Golden Dragon -
Sorry this is lengthy. Your friend is very lucky that you didn't reciprocate his escalating behavior back at him. Just from your writing I am impressed that you not only pushed him away while giving him an "out" but you also withstood his insults as you walked away knowing that you could have physically made him stop. However, I have to say that you could have been more forceful in your demand to ask him to stop... or else told him that he was too good for you to beat and thus diffuse his attack. Remember knowing when to fight is just as important as the fight itself.

That said... I am curious if this "friend" is able to realize your friendship?!? Is he worth "mending a broken fence"? If he is worth having as a friend then in another post I could suggest some ways to try and recover your friendship. Good friends are rare commodities and you sound like you can be a true friend to this guy. In addition you will probably miss the ability to call upon him if you ever need his help. Yet, if he is not the type that will stop the name calling and cheapshots then stay away from him but keep a watchful eye whenever you catch wind of him.

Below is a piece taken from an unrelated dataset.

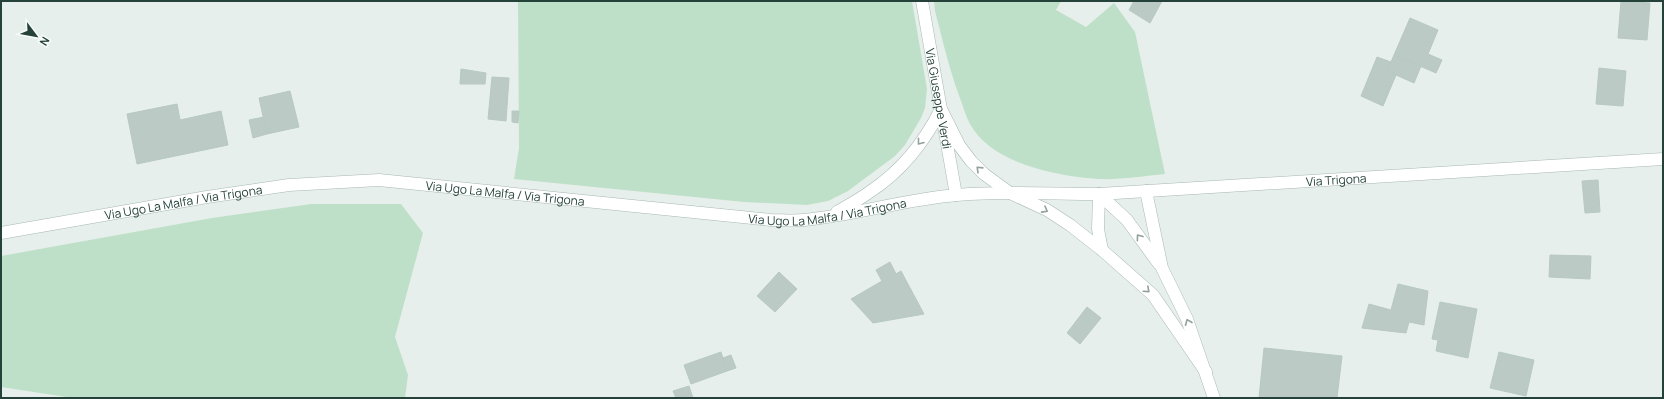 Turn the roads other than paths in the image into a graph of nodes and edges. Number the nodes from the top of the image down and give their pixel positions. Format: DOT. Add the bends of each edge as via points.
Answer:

Many guys don't like to look bad in front of other people and they'll try to get even. I knew a young man that acted like this and I had to watch my back everytime I went out to play football or baseball in our neighborhood. I tried many times to tell him that I didn't want to fight and wanted him as my friend (the guy lived right next door to me). Things would be good for a few weeks but later on it was right back to the same pi$$poor behavior.

I was in many fights with him but they were on fair terms not on an uneven or cheapshot basis like he would have liked.